All entries below are to be reproduced precisely as they stand, without the pictures.

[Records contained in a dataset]
════════════════════

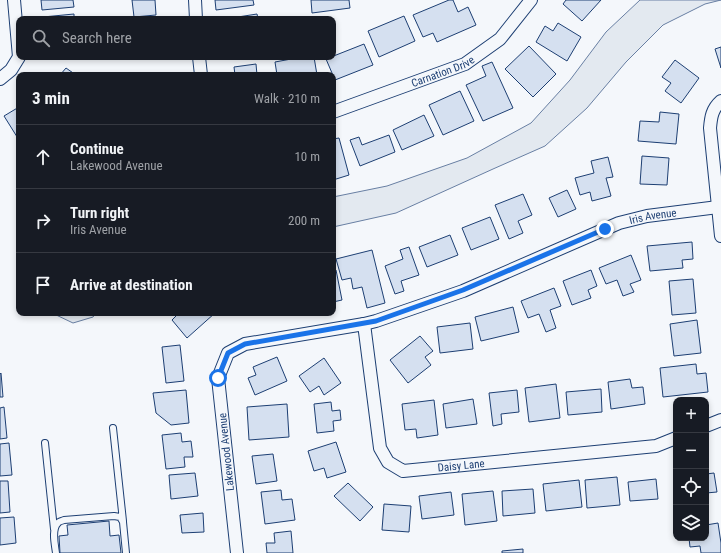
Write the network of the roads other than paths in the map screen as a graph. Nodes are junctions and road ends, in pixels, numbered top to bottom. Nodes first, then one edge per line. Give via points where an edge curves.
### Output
1 (14, 0) edge
2 (194, 0) edge
3 (532, 0) edge
4 (196, 16) edge
5 (16, 23) edge
6 (17, 60) edge
7 (199, 60) edge
8 (201, 72) edge
9 (0, 79) edge
10 (721, 102) edge
11 (336, 111) edge
12 (718, 207) junction
13 (721, 236) edge
14 (364, 324) junction
15 (228, 353) joint
16 (721, 420) edge
17 (709, 425) edge
18 (113, 428) dead end
19 (673, 439) edge
20 (45, 443) dead end
21 (123, 522) junction
22 (54, 529) junction
23 (56, 553) edge
24 (126, 553) edge
25 (237, 553) edge

1 - 5 street
2 - 4 street
3 - 11 street, Carnation Drive via 500,39 465,64
6 - 9 street via 11,70
7 - 8 street
10 - 12 street via 713,110 710,128
12 - 13 street
12 - 14 street, Iris Avenue via 647,216 619,223 463,290
14 - 15 street, Iris Avenue via 245,344
14 - 19 street, Daisy Lane via 380,448 388,462 403,470 656,446
15 - 25 street, Lakewood Avenue via 218,378
16 - 17 street
18 - 21 lane
20 - 22 lane
21 - 22 lane via 120,517 114,516 64,520 57,523
21 - 24 lane
22 - 23 lane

════════════════════

(Task solution)
Write the network of the roads other than paths in the map screen as a graph. Nodes are junctions and road ends, in pixels, numbered top to bottom. Nodes first, then one edge per line. Give via points where an edge curves.
### Output
1 (14, 0) edge
2 (194, 0) edge
3 (532, 0) edge
4 (196, 16) edge
5 (16, 23) edge
6 (17, 60) edge
7 (199, 60) edge
8 (201, 72) edge
9 (0, 79) edge
10 (721, 102) edge
11 (336, 111) edge
12 (718, 207) junction
13 (721, 236) edge
14 (364, 324) junction
15 (228, 353) joint
16 (721, 420) edge
17 (709, 425) edge
18 (113, 428) dead end
19 (673, 439) edge
20 (45, 443) dead end
21 (123, 522) junction
22 (54, 529) junction
23 (56, 553) edge
24 (126, 553) edge
25 (237, 553) edge

1 - 5 street
2 - 4 street
3 - 11 street, Carnation Drive via 500,39 465,64
6 - 9 street via 11,70
7 - 8 street
10 - 12 street via 713,110 710,128
12 - 13 street
12 - 14 street, Iris Avenue via 647,216 619,223 463,290
14 - 15 street, Iris Avenue via 245,344
14 - 19 street, Daisy Lane via 380,448 388,462 403,470 656,446
15 - 25 street, Lakewood Avenue via 218,378
16 - 17 street
18 - 21 lane
20 - 22 lane
21 - 22 lane via 120,517 114,516 64,520 57,523
21 - 24 lane
22 - 23 lane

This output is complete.